I remember not too long ago when banks set the list price of an REO foreclosure at a particular price, but with the anticipation of settling on a lower offer. Investors built entire models around bidding at a certain percentage below asking price knowing that a predictable portion of those bids would get accepted. This was especially true for HUD properties where many investors knew the exact formula for minimum bids that would be accepted by HUD. It seems those days are long gone.
In recent times, asset managers and REO brokers have changed their strategy. Rather than setting a high price and waiting for that one offer to come in somewhere close, they set the asking price low and let the frenzy begin. With thousands of investors competing for (declining) inventory, listing agents know that a lowball asking price will create a lot of interest and competition from multiple buyers. I suppose the theory behind this is to create a perceived urgency and auction-style mentality amongst the multiple bidders.
As a very active buyer, I honestly cannot remember the last time I bought an REO property where the property sold for less than asking price or there wasn’t a multiple buyer situation where the listing broker came back and asked for a “highest and best” offer. Just yesterday I put an offer on a property for $9,500 over asking price thinking that this would certainly be high enough to beat out other bidders. I found out this morning that it went to another buyer who bid $12,000 over list price! Did the asset manager really expect this house to sell at list price? Not a chance. It was very clear that this property had been listed intentionally low in an effort to generate an auction style bidding war … and to their credit, it worked.
I’ve talked to a number of investors and buyers over the last several months who have been discouraged by the inability to get property under contract. I think most of these folks simply haven’t come to the realization that the game has changed. List price is increasingly becoming the starting bid, not a suggestion of value.

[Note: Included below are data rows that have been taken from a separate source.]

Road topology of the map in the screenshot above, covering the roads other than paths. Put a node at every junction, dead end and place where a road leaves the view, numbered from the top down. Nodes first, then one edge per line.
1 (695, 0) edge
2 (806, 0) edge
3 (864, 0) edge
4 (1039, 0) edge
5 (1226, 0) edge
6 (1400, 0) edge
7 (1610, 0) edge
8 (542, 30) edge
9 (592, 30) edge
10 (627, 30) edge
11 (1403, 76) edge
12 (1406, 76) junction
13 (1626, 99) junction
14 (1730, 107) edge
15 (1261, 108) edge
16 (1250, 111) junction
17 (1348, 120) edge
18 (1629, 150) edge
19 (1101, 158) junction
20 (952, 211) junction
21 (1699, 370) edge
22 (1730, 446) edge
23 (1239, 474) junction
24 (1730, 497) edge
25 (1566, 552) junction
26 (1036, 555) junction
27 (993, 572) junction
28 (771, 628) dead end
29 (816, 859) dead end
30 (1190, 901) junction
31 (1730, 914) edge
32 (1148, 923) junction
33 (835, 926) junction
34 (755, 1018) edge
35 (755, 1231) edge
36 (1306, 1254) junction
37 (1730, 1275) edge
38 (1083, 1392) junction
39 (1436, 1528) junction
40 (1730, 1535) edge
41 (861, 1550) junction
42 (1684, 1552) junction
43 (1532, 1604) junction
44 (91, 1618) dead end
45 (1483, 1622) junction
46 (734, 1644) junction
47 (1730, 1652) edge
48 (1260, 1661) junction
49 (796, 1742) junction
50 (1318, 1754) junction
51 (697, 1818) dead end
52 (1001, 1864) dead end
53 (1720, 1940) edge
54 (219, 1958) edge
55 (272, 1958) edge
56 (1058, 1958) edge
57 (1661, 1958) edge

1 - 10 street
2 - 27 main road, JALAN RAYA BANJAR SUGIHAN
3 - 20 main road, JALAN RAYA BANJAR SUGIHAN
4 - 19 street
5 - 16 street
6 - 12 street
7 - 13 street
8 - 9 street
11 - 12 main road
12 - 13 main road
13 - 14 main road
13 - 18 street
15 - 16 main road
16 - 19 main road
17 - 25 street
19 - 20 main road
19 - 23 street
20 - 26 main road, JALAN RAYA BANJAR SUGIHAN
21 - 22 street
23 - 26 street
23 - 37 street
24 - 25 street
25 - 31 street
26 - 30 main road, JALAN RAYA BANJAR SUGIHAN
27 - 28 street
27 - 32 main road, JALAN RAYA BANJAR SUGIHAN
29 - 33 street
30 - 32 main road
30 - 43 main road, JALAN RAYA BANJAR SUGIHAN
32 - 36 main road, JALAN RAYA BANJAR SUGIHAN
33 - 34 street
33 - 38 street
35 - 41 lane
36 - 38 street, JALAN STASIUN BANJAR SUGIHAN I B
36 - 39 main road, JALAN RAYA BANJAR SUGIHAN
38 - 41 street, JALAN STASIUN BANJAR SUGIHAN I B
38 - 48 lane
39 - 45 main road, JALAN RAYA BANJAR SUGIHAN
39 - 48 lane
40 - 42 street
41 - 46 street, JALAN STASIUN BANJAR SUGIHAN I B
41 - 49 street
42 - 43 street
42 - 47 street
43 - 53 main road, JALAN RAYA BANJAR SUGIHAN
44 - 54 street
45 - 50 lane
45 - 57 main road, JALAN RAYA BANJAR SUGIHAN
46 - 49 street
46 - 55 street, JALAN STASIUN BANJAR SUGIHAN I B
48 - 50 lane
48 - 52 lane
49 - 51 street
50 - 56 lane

I’ve said it before – offers should be made based on your formula and investing strategy. If it makes sense to bid some amount over asking price, by all means bid above asking price. It doesn’t necessarily mean you are getting a bad deal. Most banks expect you to bid the property up. Understanding how your real estate market has changed and is changing will help you be more competitive and successful in your attempt to acquire real estate investments.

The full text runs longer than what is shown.